Fitbit has confirmed the acquisition of fitness training app maker FitStar today. As we reported last week:
For the last several years, Fitbit has created hardware and software designed to help consumers keep track of their activity levels. But we’ve heard the wearable maker could soon acquire FitStar, a startup which makes apps that might help motivate Fitbit customers to actually be more active.
According to a source close to the matter, Fitbit is evaluating a purchase of FitStar for upwards of $25 to $40 million in a mix of cash and stock. A deal like this could always fall apart, of course, but if it goes through our source says the acquisition could close as early as next week.
Fitbit is one of the oldest and has some of the most popular activity trackers on the market. Founded in 2007, its devices accounted for approximately 50 percent of all wearable bands sold in 2013, according to one research report.
That said, the market has been flooded with a ton of new fitness tracking gadgets in the last year or two. Jawbone, Misfit, Mio, Basis, Garmin, and even Microsoft have released competing products. And that’s not even counting the upcoming Apple Watch, which the company reportedly expects to sell 5 million of during its initial run.
Fitbit’s hardware includes a variety of wristbands, clip-on activity trackers, and a connected scale. It also has mobile apps and an online dashboard through which customers can log their steps, weight, food intake, and other workout activities.
While Fitbit’s software provides an all-in-one platform for tracking all that data, it also recognizes not everyone will want to use its apps for all those functions. As a result, it’s partnered to share data with a number of third-party app makers, such as LoseIt!, MyFitnessPal, MapMyRun, Endomondo, and also FitStar.
Fitbit’s decision to pursue an acquisition of FitStar makes sense as the activity tracker market matures and more consumers are looking for practical applications that could help them get fit. That is, now that they have they data, what can they actually do with it?
FitStar makes a series of fitness and yoga apps that provide personalized workout programs for users. Those apps include high-quality video workouts led by celebrity fitness trainers to help motivate users to get in shape. Over time, its apps track the exercises users take part in and adapts to their strengths (and weaknesses).
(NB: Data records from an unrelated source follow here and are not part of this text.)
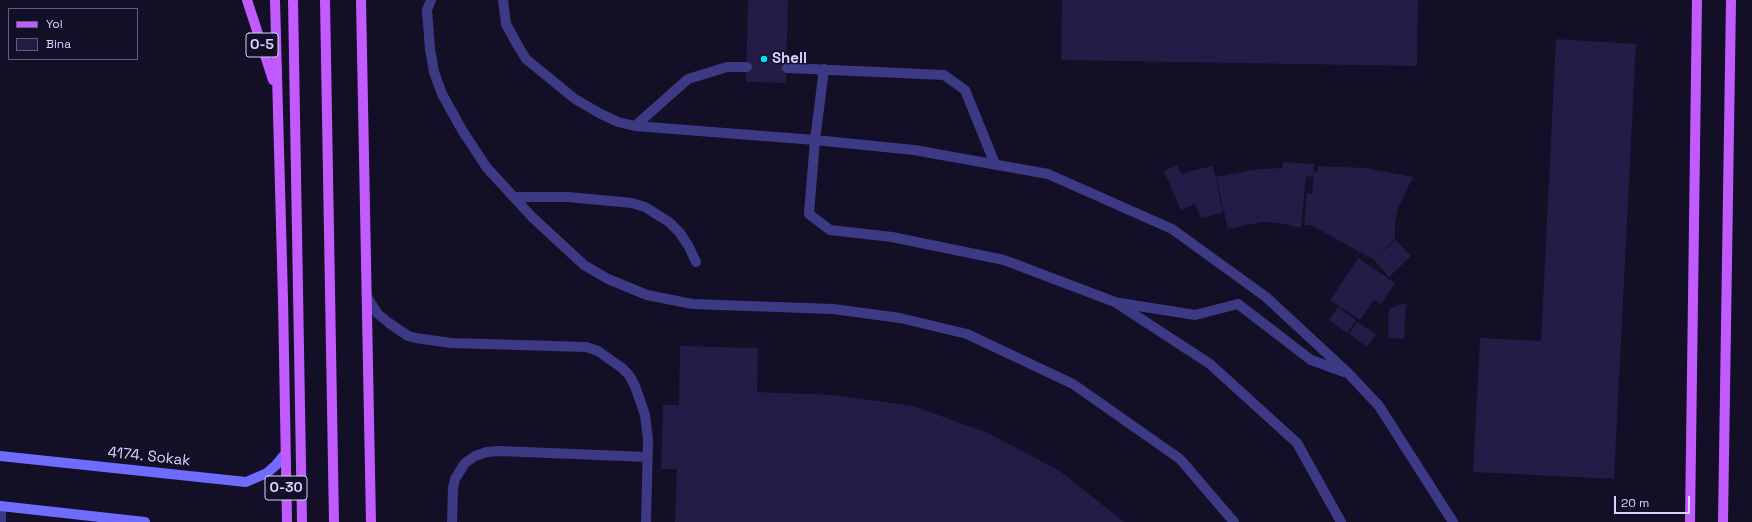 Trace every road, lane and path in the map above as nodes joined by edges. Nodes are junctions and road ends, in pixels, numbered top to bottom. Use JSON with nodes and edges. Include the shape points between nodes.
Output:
{"nodes":[{"id":1,"x":247,"y":0,"type":"edge"},
{"id":2,"x":275,"y":0,"type":"edge"},
{"id":3,"x":293,"y":0,"type":"edge"},
{"id":4,"x":325,"y":0,"type":"edge"},
{"id":5,"x":361,"y":0,"type":"edge"},
{"id":6,"x":431,"y":0,"type":"edge"},
{"id":7,"x":503,"y":0,"type":"edge"},
{"id":8,"x":1697,"y":0,"type":"edge"},
{"id":9,"x":1731,"y":0,"type":"edge"},
{"id":10,"x":425,"y":5,"type":"edge"},
{"id":11,"x":746,"y":67,"type":"dead end"},
{"id":12,"x":787,"y":68,"type":"dead end"},
{"id":13,"x":824,"y":69,"type":"junction"},
{"id":14,"x":276,"y":91,"type":"junction"},
{"id":15,"x":635,"y":126,"type":"junction"},
{"id":16,"x":815,"y":140,"type":"junction"},
{"id":17,"x":995,"y":164,"type":"junction"},
{"id":18,"x":514,"y":197,"type":"junction"},
{"id":19,"x":696,"y":262,"type":"dead end"},
{"id":20,"x":367,"y":297,"type":"junction"},
{"id":21,"x":1115,"y":302,"type":"junction"},
{"id":22,"x":1348,"y":373,"type":"junction"},
{"id":23,"x":285,"y":454,"type":"junction"},
{"id":24,"x":0,"y":456,"type":"edge"},
{"id":25,"x":648,"y":457,"type":"junction"},
{"id":26,"x":0,"y":506,"type":"edge"},
{"id":27,"x":0,"y":522,"type":"edge"},
{"id":28,"x":145,"y":522,"type":"edge"},
{"id":29,"x":286,"y":522,"type":"edge"},
{"id":30,"x":302,"y":522,"type":"edge"},
{"id":31,"x":334,"y":522,"type":"edge"},
{"id":32,"x":371,"y":522,"type":"edge"},
{"id":33,"x":452,"y":522,"type":"edge"},
{"id":34,"x":646,"y":522,"type":"edge"},
{"id":35,"x":1234,"y":522,"type":"edge"},
{"id":36,"x":1341,"y":522,"type":"edge"},
{"id":37,"x":1453,"y":522,"type":"edge"},
{"id":38,"x":1690,"y":522,"type":"edge"},
{"id":39,"x":1723,"y":522,"type":"edge"}],
"edges":[{"from":1,"to":14,"type":"main road","number":"O-5"},
{"from":2,"to":14,"type":"main road"},
{"from":3,"to":30,"type":"main road"},
{"from":4,"to":31,"type":"main road"},
{"from":5,"to":20,"type":"main road"},
{"from":6,"to":10,"type":"street"},
{"from":7,"to":15,"type":"street","via":[[506,24],[530,62],[576,99],[618,122]]},
{"from":8,"to":38,"type":"main road"},
{"from":9,"to":39,"type":"main road"},
{"from":10,"to":18,"type":"street","via":[[434,72],[442,94],[487,168]]},
{"from":11,"to":15,"type":"street","via":[[726,67],[688,79]]},
{"from":12,"to":13,"type":"street"},
{"from":13,"to":16,"type":"street"},
{"from":13,"to":17,"type":"street","via":[[944,75],[966,90]]},
{"from":14,"to":23,"type":"main road"},
{"from":15,"to":16,"type":"street"},
{"from":16,"to":17,"type":"street","via":[[914,150]]},
{"from":16,"to":21,"type":"street","via":[[809,214],[830,230],[892,238],[1004,260]]},
{"from":17,"to":22,"type":"street","via":[[1048,174],[1172,229],[1266,297]]},
{"from":18,"to":19,"type":"street","via":[[568,197],[632,203],[645,207],[669,222],[690,247]]},
{"from":18,"to":35,"type":"street","via":[[584,265],[608,279],[647,295],[692,304],[840,310],[900,318],[967,334],[1073,384],[1180,459]]},
{"from":20,"to":25,"type":"street","via":[[378,314],[408,336],[416,338],[465,343],[586,347],[598,351],[622,368],[635,386],[645,415]]},
{"from":20,"to":32,"type":"main road"},
{"from":21,"to":22,"type":"street","via":[[1195,315],[1238,304],[1311,360]]},
{"from":21,"to":36,"type":"street","via":[[1210,364],[1297,443]]},
{"from":22,"to":37,"type":"street","via":[[1379,406]]},
{"from":23,"to":24,"type":"main road","name":"4174. Sokak","via":[[266,473],[246,482]]},
{"from":23,"to":29,"type":"main road","number":"O-30"},
{"from":25,"to":33,"type":"street","via":[[487,452],[465,463],[455,479]]},
{"from":25,"to":34,"type":"street"},
{"from":26,"to":27,"type":"street"},
{"from":26,"to":28,"type":"main road"}]}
The purchase has a number of benefits for each company. Beyond the obvious cross-pollination between Fitbit and FitStar user bases — i.e. Fitbit pushing its users to join FitStar and vice versa — an acquisition would give Fitbit an entree into the growing online fitness instruction market, while providing more resources for FitStar to continue producing instructional videos.
All of that is important as Fitbit pursues an IPO, which is reportedly planned for later this year. It would also make Fitbit’s platform a bit more defensible against “dumb trackers” that only provide analytics without actually helping users to get off the couch.
A small side benefit to this is an incremental revenue stream that would come from FitStar’s premium subscription user base and sales of individual workout programs on its apps.
Finally, the acquisition could be an integral part of Fitbit’s defense against the Apple Watch — a device which any number of fitness startups will soon begin making workout apps for. Fitbit is one of the few wearable manufacturers not to integrate with Apple’s HealthKit, due to competitive concerns around the release of the Apple Watch. We’ve heard that’s one reason why Fitbit devices were pulled from the Apple store late last year.